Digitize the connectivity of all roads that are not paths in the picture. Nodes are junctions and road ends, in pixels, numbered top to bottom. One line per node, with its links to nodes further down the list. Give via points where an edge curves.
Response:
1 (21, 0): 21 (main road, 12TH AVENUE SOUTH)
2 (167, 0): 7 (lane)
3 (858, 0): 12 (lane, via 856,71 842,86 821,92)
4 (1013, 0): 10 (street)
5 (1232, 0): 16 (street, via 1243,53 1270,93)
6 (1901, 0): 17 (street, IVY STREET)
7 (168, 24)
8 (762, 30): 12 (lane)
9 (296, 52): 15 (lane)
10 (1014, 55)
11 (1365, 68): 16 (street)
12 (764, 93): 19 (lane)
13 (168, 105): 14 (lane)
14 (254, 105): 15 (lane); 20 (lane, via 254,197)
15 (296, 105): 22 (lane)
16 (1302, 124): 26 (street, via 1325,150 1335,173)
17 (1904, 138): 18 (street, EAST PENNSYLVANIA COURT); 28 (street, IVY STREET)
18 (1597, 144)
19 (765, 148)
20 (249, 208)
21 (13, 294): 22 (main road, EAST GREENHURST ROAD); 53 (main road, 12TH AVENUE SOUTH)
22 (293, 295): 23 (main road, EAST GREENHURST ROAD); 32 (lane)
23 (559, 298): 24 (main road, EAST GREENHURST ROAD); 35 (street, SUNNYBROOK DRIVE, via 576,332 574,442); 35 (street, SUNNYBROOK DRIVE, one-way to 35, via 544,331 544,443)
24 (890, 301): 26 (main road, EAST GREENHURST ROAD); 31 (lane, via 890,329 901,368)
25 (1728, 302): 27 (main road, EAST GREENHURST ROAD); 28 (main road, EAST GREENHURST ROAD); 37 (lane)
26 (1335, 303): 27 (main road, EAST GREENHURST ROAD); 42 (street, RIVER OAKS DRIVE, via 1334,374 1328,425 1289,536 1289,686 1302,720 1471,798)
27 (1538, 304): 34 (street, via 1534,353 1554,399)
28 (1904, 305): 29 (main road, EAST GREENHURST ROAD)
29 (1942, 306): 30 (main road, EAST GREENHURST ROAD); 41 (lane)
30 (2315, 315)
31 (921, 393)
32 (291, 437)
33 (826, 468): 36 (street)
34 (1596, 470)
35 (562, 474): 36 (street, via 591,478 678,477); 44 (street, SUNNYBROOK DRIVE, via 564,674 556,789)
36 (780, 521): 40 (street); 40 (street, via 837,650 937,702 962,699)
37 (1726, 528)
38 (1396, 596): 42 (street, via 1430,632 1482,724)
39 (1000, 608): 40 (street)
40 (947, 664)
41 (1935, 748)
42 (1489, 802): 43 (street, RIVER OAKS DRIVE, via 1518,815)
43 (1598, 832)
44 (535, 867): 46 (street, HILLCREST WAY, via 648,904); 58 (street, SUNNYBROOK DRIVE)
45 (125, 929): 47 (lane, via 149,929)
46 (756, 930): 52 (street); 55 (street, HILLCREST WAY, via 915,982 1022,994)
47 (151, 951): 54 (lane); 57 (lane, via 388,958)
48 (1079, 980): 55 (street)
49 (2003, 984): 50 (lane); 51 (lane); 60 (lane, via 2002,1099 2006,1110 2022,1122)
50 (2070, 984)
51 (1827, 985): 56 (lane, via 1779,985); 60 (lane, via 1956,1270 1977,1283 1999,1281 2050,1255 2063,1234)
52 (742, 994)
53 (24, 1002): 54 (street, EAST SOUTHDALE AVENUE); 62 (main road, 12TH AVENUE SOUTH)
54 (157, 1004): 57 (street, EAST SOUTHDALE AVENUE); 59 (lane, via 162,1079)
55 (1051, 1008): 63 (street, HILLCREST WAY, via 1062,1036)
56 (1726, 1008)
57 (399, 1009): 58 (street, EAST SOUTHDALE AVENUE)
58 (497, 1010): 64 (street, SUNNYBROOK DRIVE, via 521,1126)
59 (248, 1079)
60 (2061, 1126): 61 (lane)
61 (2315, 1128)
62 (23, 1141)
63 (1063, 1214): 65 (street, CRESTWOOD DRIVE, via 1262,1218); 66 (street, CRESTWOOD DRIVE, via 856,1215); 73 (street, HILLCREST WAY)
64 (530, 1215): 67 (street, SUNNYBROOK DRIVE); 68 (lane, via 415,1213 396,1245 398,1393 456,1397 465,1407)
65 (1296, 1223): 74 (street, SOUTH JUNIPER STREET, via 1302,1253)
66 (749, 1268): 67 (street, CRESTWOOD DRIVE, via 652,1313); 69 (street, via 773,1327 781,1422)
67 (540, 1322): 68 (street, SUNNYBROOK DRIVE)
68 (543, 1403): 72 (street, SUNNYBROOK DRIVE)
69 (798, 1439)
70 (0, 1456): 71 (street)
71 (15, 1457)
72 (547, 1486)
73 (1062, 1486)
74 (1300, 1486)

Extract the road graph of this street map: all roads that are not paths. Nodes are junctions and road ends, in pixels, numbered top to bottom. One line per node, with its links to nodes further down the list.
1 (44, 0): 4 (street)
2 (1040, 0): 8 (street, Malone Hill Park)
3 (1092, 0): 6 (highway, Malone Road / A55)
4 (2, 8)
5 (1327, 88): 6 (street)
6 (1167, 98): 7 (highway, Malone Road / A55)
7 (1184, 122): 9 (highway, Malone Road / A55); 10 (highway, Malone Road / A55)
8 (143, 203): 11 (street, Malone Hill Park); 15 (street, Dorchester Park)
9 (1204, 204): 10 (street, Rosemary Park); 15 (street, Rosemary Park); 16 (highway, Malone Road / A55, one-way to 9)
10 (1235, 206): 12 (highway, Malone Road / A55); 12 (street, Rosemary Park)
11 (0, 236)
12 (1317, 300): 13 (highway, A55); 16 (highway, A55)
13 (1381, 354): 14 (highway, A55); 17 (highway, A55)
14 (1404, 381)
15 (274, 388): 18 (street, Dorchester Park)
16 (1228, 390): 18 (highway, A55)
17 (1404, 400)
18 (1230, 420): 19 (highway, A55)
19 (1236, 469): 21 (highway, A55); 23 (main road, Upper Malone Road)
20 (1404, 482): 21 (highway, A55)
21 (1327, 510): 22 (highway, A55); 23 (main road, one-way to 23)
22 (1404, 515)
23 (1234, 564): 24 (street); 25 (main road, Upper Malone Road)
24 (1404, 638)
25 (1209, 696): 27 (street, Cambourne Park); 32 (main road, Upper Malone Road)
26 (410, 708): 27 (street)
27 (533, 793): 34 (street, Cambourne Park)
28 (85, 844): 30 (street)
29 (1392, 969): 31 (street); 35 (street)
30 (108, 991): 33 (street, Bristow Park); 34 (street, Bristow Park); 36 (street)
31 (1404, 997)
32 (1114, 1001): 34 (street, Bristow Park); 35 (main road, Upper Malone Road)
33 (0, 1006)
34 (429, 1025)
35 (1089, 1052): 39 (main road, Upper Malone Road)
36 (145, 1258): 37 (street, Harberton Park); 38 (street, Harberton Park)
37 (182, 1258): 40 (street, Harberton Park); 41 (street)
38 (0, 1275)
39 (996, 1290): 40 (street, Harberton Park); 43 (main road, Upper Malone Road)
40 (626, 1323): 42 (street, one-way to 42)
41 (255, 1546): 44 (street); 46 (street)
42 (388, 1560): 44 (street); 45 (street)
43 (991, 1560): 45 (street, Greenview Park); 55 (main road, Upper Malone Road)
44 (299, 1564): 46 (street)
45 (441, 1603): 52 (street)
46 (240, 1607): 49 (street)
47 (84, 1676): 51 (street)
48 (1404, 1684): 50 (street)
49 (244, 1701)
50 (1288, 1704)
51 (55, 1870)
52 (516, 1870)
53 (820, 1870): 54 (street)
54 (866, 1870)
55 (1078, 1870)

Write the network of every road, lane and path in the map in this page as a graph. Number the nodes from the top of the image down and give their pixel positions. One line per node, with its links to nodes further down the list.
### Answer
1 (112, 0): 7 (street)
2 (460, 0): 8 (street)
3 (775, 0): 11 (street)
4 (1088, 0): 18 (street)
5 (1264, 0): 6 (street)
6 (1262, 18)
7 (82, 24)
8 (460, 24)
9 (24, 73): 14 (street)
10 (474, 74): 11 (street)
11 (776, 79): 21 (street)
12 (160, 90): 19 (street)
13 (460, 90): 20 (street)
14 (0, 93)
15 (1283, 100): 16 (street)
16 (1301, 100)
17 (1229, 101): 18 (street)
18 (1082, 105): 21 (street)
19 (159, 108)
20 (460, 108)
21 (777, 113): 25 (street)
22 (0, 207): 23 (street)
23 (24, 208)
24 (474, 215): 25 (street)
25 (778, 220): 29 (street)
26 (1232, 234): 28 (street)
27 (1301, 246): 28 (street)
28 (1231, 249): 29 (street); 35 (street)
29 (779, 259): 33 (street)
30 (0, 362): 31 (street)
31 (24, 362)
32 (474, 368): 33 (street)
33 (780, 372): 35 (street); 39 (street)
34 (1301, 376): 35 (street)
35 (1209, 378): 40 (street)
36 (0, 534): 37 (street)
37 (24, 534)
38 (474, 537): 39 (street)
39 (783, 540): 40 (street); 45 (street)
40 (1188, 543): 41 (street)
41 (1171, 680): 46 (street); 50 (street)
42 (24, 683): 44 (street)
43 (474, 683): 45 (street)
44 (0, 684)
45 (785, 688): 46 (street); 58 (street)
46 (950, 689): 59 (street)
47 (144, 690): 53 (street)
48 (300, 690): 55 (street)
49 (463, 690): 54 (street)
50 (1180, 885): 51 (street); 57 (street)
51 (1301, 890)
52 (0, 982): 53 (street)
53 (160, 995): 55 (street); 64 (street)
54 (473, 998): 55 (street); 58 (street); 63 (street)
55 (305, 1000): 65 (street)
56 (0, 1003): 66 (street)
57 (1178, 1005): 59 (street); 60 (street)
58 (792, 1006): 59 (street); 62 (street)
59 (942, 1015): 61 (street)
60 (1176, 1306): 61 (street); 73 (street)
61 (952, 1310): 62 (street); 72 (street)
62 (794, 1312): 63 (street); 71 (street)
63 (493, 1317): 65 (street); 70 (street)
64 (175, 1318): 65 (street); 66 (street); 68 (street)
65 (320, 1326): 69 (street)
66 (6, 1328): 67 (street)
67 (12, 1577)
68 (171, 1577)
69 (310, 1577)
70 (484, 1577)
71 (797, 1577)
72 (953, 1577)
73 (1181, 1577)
+++
**The task**
In the listing, find every line with the word "Bristow" and return it.

**Your solution**
30 (108, 991): 33 (street, Bristow Park); 34 (street, Bristow Park); 36 (street)
32 (1114, 1001): 34 (street, Bristow Park); 35 (main road, Upper Malone Road)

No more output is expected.